### SOURCE DATA
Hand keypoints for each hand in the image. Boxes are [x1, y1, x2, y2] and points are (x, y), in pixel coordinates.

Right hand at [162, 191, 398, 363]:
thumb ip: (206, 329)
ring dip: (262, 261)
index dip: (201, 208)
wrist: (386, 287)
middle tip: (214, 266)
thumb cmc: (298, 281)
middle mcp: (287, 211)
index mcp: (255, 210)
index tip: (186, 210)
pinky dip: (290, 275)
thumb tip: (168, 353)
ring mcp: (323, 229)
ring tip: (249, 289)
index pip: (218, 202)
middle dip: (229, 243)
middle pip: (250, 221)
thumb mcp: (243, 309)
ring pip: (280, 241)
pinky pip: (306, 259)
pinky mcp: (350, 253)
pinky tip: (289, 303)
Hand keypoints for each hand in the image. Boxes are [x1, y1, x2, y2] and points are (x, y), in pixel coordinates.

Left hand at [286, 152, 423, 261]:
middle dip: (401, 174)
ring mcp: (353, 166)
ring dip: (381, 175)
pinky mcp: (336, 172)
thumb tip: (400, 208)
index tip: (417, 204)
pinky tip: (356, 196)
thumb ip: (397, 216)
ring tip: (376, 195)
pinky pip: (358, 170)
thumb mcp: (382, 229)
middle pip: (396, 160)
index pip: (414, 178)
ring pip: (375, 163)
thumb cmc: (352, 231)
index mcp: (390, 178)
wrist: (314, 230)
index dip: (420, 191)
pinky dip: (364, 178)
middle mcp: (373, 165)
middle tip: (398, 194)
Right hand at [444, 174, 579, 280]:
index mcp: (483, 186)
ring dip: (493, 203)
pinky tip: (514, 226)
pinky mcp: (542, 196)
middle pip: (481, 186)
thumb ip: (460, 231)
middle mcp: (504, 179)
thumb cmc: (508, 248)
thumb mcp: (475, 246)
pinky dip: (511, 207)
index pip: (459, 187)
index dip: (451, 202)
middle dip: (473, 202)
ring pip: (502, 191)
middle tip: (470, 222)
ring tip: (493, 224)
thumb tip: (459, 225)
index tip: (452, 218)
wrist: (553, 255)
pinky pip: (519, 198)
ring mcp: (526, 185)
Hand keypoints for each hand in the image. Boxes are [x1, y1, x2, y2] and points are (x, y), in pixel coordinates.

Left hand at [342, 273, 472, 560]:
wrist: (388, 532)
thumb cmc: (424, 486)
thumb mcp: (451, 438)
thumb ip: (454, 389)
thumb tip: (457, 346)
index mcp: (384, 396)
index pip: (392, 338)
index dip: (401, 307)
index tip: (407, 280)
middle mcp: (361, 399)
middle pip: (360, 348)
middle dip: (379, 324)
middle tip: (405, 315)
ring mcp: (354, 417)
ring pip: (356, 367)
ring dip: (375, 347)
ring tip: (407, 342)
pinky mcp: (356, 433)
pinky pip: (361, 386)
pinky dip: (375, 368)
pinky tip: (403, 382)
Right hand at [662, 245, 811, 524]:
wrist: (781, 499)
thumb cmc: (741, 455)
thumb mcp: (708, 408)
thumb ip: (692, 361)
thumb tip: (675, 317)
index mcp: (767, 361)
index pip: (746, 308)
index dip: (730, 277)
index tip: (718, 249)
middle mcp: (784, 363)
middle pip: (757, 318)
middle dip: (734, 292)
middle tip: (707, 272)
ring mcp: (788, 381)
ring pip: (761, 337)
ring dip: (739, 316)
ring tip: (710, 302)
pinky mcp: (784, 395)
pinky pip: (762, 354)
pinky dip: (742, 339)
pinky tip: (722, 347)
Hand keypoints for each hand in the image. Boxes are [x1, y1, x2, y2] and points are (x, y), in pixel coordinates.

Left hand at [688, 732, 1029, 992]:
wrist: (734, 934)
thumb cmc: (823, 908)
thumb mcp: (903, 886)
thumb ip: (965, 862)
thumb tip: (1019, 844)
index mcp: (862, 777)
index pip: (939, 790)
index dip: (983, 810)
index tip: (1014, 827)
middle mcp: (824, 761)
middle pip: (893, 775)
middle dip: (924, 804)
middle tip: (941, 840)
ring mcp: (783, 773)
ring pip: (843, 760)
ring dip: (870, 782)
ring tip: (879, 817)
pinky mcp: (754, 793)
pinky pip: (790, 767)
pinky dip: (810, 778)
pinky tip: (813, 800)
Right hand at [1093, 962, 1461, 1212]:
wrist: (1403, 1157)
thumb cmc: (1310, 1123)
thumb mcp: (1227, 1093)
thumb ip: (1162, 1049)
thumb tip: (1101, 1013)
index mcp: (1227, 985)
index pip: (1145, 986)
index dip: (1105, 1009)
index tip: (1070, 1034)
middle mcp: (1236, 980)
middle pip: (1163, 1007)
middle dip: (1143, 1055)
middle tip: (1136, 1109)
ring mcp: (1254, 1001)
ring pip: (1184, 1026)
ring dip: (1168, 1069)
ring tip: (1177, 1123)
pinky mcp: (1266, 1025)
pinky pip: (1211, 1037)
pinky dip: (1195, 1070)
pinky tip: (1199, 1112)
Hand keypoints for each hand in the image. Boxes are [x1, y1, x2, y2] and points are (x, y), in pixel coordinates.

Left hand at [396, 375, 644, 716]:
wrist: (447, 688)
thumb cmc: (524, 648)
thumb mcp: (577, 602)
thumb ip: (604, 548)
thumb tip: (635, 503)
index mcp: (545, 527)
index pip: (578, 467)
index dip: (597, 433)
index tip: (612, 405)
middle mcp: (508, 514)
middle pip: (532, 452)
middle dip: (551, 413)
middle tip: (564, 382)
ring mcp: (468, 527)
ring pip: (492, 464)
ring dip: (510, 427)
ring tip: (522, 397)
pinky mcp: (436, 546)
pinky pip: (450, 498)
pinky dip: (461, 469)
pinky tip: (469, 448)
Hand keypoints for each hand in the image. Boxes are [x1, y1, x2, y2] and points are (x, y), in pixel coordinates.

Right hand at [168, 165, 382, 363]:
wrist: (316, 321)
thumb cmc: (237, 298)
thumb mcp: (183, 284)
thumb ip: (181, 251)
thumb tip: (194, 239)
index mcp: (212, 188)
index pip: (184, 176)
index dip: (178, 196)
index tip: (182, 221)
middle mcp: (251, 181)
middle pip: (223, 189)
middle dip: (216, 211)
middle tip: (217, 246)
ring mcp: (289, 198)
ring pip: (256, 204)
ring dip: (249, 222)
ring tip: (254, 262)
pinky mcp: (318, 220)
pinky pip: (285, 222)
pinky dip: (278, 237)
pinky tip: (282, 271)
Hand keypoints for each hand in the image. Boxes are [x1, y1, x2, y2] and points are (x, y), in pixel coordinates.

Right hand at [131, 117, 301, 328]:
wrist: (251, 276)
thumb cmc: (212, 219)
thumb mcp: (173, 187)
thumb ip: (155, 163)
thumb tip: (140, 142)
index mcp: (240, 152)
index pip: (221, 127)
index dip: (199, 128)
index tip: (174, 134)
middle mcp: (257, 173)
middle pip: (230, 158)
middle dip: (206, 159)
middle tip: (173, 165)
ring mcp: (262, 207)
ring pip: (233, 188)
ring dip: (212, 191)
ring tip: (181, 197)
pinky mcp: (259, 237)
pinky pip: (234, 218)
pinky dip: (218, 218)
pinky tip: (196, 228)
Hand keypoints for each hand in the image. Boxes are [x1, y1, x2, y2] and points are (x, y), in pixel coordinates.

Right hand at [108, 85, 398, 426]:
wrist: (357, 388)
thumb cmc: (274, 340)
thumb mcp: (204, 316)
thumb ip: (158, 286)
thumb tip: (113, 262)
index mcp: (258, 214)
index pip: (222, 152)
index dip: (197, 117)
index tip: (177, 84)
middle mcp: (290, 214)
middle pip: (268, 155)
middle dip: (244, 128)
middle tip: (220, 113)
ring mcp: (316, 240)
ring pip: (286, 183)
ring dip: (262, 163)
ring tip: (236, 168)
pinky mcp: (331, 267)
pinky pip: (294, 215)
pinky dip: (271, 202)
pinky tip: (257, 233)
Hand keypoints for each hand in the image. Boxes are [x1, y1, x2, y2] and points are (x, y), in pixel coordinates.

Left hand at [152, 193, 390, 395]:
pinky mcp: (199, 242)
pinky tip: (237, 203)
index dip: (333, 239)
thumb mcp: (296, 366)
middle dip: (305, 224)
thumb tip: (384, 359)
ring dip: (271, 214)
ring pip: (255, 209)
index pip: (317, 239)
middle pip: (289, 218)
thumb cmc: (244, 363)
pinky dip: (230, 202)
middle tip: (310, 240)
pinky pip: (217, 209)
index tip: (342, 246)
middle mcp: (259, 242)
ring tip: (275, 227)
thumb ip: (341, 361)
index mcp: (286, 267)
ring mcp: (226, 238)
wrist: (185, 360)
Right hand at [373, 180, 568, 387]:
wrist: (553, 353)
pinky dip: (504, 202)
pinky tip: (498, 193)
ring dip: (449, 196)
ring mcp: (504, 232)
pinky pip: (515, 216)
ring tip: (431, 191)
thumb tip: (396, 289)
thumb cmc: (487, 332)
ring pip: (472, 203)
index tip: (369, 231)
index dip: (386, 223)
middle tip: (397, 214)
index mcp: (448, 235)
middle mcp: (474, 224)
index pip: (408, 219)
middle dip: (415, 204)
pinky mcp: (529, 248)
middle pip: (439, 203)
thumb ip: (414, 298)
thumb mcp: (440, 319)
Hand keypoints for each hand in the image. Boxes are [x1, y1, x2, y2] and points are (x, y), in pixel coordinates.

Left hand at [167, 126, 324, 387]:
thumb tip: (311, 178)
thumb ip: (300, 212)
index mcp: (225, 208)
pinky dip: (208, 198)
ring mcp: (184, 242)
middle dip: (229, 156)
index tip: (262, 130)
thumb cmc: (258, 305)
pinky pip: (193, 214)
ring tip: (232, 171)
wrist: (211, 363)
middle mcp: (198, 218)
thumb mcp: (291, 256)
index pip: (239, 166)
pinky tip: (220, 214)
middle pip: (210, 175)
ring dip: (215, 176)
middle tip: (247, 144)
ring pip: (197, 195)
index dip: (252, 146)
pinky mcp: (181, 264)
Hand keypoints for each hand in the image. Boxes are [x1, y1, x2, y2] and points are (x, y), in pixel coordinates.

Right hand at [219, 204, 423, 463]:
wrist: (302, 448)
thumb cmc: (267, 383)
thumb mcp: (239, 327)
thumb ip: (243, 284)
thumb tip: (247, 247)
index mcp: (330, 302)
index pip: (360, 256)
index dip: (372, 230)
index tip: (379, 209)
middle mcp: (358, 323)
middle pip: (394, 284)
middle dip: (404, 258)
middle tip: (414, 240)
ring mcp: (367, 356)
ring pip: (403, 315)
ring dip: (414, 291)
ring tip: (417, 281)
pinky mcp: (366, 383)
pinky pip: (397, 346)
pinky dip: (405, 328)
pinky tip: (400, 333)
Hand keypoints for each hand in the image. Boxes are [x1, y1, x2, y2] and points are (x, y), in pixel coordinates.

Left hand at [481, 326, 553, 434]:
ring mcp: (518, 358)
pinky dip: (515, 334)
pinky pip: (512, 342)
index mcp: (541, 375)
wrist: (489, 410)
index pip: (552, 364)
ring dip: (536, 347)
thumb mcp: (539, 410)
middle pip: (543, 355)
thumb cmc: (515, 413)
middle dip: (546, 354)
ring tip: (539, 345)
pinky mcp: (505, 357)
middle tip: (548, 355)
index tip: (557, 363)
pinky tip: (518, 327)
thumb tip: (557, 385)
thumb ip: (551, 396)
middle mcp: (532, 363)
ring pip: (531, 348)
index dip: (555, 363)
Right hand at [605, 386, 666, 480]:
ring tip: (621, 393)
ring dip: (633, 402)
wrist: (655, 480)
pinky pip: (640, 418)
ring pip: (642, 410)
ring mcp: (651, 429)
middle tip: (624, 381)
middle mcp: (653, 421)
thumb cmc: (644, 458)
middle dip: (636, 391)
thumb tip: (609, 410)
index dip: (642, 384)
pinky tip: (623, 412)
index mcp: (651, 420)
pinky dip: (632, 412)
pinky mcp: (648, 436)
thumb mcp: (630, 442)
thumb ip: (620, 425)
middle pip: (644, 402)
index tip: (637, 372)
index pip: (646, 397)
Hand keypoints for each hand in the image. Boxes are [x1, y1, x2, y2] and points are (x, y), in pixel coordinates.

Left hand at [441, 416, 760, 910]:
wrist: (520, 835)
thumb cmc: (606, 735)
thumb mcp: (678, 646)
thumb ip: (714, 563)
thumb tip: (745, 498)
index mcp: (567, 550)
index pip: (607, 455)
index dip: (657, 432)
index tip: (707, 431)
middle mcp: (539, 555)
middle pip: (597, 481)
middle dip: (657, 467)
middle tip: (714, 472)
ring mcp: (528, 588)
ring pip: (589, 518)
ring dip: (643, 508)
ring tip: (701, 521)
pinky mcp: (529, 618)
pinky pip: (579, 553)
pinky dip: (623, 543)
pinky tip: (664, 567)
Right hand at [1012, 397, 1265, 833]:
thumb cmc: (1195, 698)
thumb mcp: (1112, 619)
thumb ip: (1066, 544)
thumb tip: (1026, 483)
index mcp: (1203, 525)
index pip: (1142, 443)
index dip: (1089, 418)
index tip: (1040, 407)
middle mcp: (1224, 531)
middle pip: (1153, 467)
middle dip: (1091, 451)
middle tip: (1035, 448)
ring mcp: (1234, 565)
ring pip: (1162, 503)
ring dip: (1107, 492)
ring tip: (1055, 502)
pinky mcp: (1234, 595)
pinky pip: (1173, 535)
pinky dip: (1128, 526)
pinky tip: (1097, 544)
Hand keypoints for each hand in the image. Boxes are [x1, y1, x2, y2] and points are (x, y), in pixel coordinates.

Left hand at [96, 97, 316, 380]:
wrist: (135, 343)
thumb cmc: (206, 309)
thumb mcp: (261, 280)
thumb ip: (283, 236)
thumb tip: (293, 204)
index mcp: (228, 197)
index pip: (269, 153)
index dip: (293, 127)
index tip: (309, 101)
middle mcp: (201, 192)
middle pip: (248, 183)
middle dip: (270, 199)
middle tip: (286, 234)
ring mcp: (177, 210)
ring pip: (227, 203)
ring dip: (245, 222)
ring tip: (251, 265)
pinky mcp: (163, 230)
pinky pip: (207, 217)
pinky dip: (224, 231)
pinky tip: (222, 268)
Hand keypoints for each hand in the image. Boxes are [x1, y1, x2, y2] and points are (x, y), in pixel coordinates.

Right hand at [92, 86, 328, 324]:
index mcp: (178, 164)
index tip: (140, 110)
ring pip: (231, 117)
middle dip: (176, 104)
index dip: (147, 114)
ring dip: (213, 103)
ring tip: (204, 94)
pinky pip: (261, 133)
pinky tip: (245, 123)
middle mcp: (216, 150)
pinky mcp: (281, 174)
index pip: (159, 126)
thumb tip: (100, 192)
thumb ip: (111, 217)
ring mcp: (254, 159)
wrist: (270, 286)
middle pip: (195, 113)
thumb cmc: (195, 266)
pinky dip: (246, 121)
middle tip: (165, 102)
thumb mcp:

### THE TASK
Only the lines from the first line of the records through the one containing "pinky mcp: (356, 433)" should be reproduced, exactly, with both of them included.

### WRITTEN SOLUTION
Hand keypoints for each hand in the image. Boxes are [x1, y1, x2, y2] and points are (x, y), in pixel coordinates.

Right hand at [162, 191, 398, 363]:
thumb ip: (206, 329)
ring dip: (262, 261)
index dip: (201, 208)
wrist: (386, 287)
middle tip: (214, 266)
thumb cmc: (298, 281)
middle mcp: (287, 211)
index mcp: (255, 210)
index tip: (186, 210)
pinky dip: (290, 275)
thumb tip: (168, 353)
ring mcp: (323, 229)
ring tip: (249, 289)
index pip: (218, 202)
middle dip: (229, 243)
middle pip: (250, 221)
thumb mcp: (243, 309)
ring pip: (280, 241)
pinky pip: (306, 259)
pinky mcp: (350, 253)
pinky tip: (289, 303)
Hand keypoints for each hand in the image. Boxes are [x1, y1, x2, y2] and points are (x, y), in pixel coordinates.

Left hand at [286, 152, 423, 261]:
middle dip: (401, 174)
ring mcp: (353, 166)
ring dip: (381, 175)
pinky mcp: (336, 172)
thumb tip: (400, 208)
index tip: (417, 204)
pinky tip: (356, 196)
thumb ip: (397, 216)
ring tip: (376, 195)
pinky pip: (358, 170)
thumb mcp: (382, 229)
middle pip: (396, 160)
index pip: (414, 178)
ring pip: (375, 163)
thumb cmc: (352, 231)
index mcp: (390, 178)
wrist: (314, 230)
index dip: (420, 191)
pinky dip: (364, 178)
middle mcp: (373, 165)
middle tip: (398, 194)
Right hand at [444, 174, 579, 280]:
index mcp: (483, 186)
ring dip: (493, 203)
pinky tip: (514, 226)
pinky mcp: (542, 196)
middle pip: (481, 186)
thumb ip: (460, 231)
middle mcp: (504, 179)
thumb cmc: (508, 248)
thumb mcp: (475, 246)
pinky dip: (511, 207)
index pip: (459, 187)
index dip: (451, 202)
middle dip: (473, 202)
ring pip: (502, 191)
middle tip: (470, 222)
ring tip: (493, 224)
thumb tip: (459, 225)
index tip: (452, 218)
wrist: (553, 255)
pinky pip: (519, 198)
ring mcp: (526, 185)
Hand keypoints for each hand in the image. Boxes are [x1, y1, x2, y2] and points are (x, y), in pixel coordinates.

Left hand at [342, 273, 472, 560]:
wrist: (388, 532)
thumb cmc: (424, 486)
thumb mcp: (451, 438)
thumb ip: (454, 389)
thumb tip: (457, 346)
index mcp: (384, 396)
index pip: (392, 338)
index dip: (401, 307)
index tip: (407, 280)
middle mcp: (361, 399)
middle pip: (360, 348)
middle dip: (379, 324)
middle tip: (405, 315)
ring mcp: (354, 417)
ring pip: (356, 367)
ring dip: (375, 347)
ring tip: (407, 342)
pinky mcp: (356, 433)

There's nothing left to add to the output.